§ **What is expected**
Would you restate each entry word for word, omitting the pictures?

§ **Saved data entries**
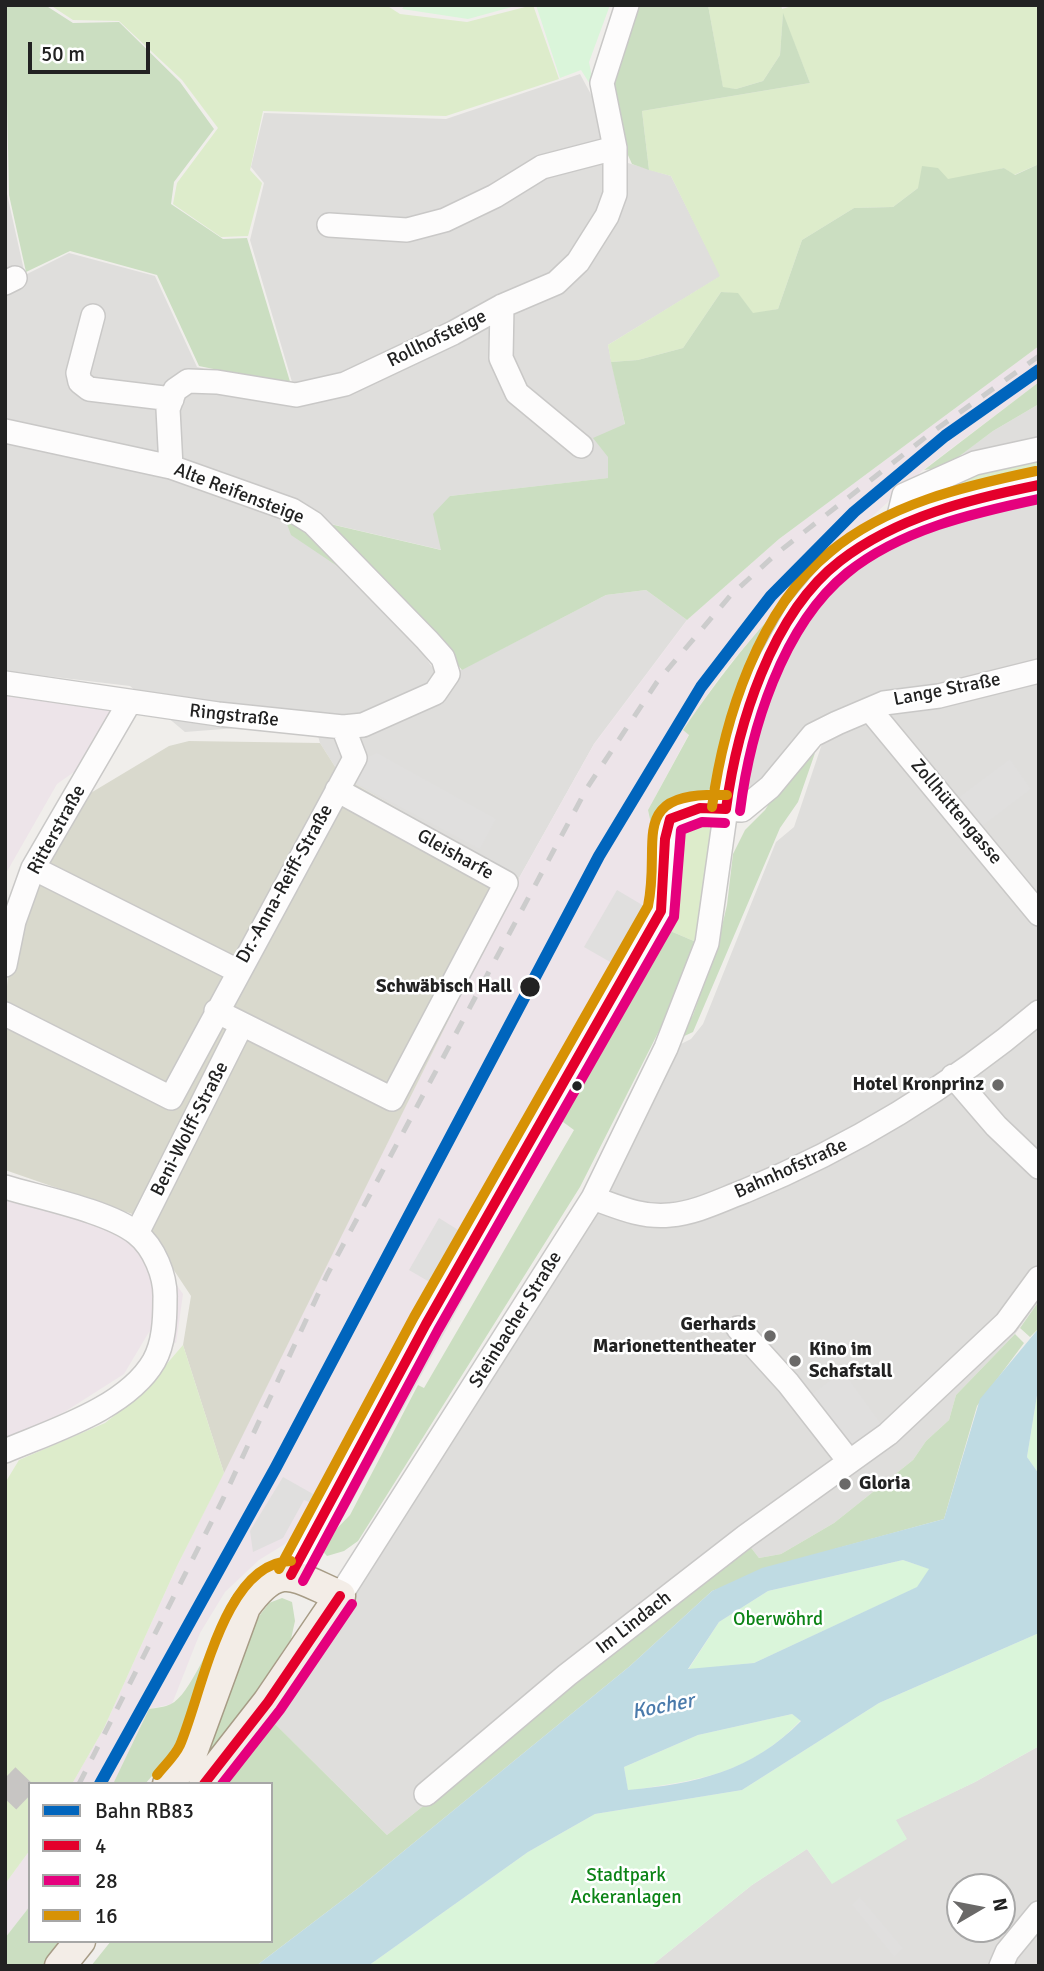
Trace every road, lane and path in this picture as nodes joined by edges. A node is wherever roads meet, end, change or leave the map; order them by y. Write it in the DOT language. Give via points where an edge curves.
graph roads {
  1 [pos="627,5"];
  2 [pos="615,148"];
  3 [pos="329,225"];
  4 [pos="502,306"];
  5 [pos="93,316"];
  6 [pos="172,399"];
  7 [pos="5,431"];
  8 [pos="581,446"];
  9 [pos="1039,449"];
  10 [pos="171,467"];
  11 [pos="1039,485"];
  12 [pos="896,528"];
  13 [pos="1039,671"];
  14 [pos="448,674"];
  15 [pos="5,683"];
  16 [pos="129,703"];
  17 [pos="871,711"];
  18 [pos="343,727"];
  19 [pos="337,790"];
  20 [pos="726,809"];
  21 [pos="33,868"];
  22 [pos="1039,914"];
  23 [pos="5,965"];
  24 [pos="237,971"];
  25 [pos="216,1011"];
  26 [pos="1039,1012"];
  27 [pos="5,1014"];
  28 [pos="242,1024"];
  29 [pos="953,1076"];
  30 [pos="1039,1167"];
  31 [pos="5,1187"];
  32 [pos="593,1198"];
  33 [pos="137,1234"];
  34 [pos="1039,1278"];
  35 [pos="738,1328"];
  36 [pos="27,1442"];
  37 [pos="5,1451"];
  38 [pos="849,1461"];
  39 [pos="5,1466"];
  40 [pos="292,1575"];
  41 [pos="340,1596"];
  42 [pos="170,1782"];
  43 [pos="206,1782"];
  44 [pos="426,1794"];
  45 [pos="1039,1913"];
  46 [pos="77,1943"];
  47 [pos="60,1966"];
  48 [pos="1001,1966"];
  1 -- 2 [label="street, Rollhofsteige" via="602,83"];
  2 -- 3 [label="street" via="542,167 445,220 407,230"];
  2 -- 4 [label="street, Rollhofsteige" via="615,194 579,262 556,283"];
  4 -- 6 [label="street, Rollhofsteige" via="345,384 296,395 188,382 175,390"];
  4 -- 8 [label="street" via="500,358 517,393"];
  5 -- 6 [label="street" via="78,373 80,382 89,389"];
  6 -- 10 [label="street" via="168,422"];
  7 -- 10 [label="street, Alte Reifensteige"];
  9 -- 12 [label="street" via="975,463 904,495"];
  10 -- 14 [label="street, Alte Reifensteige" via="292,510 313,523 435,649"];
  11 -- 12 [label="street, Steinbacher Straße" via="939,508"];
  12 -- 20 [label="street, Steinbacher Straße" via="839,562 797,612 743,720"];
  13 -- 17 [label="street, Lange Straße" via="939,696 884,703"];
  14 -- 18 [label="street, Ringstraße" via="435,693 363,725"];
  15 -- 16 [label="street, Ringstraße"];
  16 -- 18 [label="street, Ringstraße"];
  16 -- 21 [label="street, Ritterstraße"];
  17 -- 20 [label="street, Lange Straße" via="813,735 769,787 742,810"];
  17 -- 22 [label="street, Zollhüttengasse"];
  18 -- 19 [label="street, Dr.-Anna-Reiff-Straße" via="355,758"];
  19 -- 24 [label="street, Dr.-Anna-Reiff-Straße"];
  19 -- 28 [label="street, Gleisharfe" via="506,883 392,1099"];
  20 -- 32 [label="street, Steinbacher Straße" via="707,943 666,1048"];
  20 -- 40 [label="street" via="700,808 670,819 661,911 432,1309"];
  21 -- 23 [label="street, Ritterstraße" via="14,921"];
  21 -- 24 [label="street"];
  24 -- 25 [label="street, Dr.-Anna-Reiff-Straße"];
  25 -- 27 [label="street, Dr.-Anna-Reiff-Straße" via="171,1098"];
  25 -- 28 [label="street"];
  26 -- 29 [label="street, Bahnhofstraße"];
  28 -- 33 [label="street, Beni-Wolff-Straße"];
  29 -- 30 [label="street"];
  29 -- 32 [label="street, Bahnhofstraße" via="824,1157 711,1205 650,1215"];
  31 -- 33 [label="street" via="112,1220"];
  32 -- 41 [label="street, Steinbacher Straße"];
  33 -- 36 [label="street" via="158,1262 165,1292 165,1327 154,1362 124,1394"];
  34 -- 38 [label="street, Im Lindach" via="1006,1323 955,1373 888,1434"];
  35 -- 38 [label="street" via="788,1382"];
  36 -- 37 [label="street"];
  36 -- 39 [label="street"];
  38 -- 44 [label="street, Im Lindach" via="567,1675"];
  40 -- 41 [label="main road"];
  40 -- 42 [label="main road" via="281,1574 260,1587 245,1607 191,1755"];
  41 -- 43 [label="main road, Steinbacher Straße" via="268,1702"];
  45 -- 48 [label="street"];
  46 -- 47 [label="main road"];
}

§ **Solution to this exercise**
Trace every road, lane and path in this picture as nodes joined by edges. A node is wherever roads meet, end, change or leave the map; order them by y. Write it in the DOT language. Give via points where an edge curves.
graph roads {
  1 [pos="627,5"];
  2 [pos="615,148"];
  3 [pos="329,225"];
  4 [pos="502,306"];
  5 [pos="93,316"];
  6 [pos="172,399"];
  7 [pos="5,431"];
  8 [pos="581,446"];
  9 [pos="1039,449"];
  10 [pos="171,467"];
  11 [pos="1039,485"];
  12 [pos="896,528"];
  13 [pos="1039,671"];
  14 [pos="448,674"];
  15 [pos="5,683"];
  16 [pos="129,703"];
  17 [pos="871,711"];
  18 [pos="343,727"];
  19 [pos="337,790"];
  20 [pos="726,809"];
  21 [pos="33,868"];
  22 [pos="1039,914"];
  23 [pos="5,965"];
  24 [pos="237,971"];
  25 [pos="216,1011"];
  26 [pos="1039,1012"];
  27 [pos="5,1014"];
  28 [pos="242,1024"];
  29 [pos="953,1076"];
  30 [pos="1039,1167"];
  31 [pos="5,1187"];
  32 [pos="593,1198"];
  33 [pos="137,1234"];
  34 [pos="1039,1278"];
  35 [pos="738,1328"];
  36 [pos="27,1442"];
  37 [pos="5,1451"];
  38 [pos="849,1461"];
  39 [pos="5,1466"];
  40 [pos="292,1575"];
  41 [pos="340,1596"];
  42 [pos="170,1782"];
  43 [pos="206,1782"];
  44 [pos="426,1794"];
  45 [pos="1039,1913"];
  46 [pos="77,1943"];
  47 [pos="60,1966"];
  48 [pos="1001,1966"];
  1 -- 2 [label="street, Rollhofsteige" via="602,83"];
  2 -- 3 [label="street" via="542,167 445,220 407,230"];
  2 -- 4 [label="street, Rollhofsteige" via="615,194 579,262 556,283"];
  4 -- 6 [label="street, Rollhofsteige" via="345,384 296,395 188,382 175,390"];
  4 -- 8 [label="street" via="500,358 517,393"];
  5 -- 6 [label="street" via="78,373 80,382 89,389"];
  6 -- 10 [label="street" via="168,422"];
  7 -- 10 [label="street, Alte Reifensteige"];
  9 -- 12 [label="street" via="975,463 904,495"];
  10 -- 14 [label="street, Alte Reifensteige" via="292,510 313,523 435,649"];
  11 -- 12 [label="street, Steinbacher Straße" via="939,508"];
  12 -- 20 [label="street, Steinbacher Straße" via="839,562 797,612 743,720"];
  13 -- 17 [label="street, Lange Straße" via="939,696 884,703"];
  14 -- 18 [label="street, Ringstraße" via="435,693 363,725"];
  15 -- 16 [label="street, Ringstraße"];
  16 -- 18 [label="street, Ringstraße"];
  16 -- 21 [label="street, Ritterstraße"];
  17 -- 20 [label="street, Lange Straße" via="813,735 769,787 742,810"];
  17 -- 22 [label="street, Zollhüttengasse"];
  18 -- 19 [label="street, Dr.-Anna-Reiff-Straße" via="355,758"];
  19 -- 24 [label="street, Dr.-Anna-Reiff-Straße"];
  19 -- 28 [label="street, Gleisharfe" via="506,883 392,1099"];
  20 -- 32 [label="street, Steinbacher Straße" via="707,943 666,1048"];
  20 -- 40 [label="street" via="700,808 670,819 661,911 432,1309"];
  21 -- 23 [label="street, Ritterstraße" via="14,921"];
  21 -- 24 [label="street"];
  24 -- 25 [label="street, Dr.-Anna-Reiff-Straße"];
  25 -- 27 [label="street, Dr.-Anna-Reiff-Straße" via="171,1098"];
  25 -- 28 [label="street"];
  26 -- 29 [label="street, Bahnhofstraße"];
  28 -- 33 [label="street, Beni-Wolff-Straße"];
  29 -- 30 [label="street"];
  29 -- 32 [label="street, Bahnhofstraße" via="824,1157 711,1205 650,1215"];
  31 -- 33 [label="street" via="112,1220"];
  32 -- 41 [label="street, Steinbacher Straße"];
  33 -- 36 [label="street" via="158,1262 165,1292 165,1327 154,1362 124,1394"];
  34 -- 38 [label="street, Im Lindach" via="1006,1323 955,1373 888,1434"];
  35 -- 38 [label="street" via="788,1382"];
  36 -- 37 [label="street"];
  36 -- 39 [label="street"];
  38 -- 44 [label="street, Im Lindach" via="567,1675"];
  40 -- 41 [label="main road"];
  40 -- 42 [label="main road" via="281,1574 260,1587 245,1607 191,1755"];
  41 -- 43 [label="main road, Steinbacher Straße" via="268,1702"];
  45 -- 48 [label="street"];
  46 -- 47 [label="main road"];
}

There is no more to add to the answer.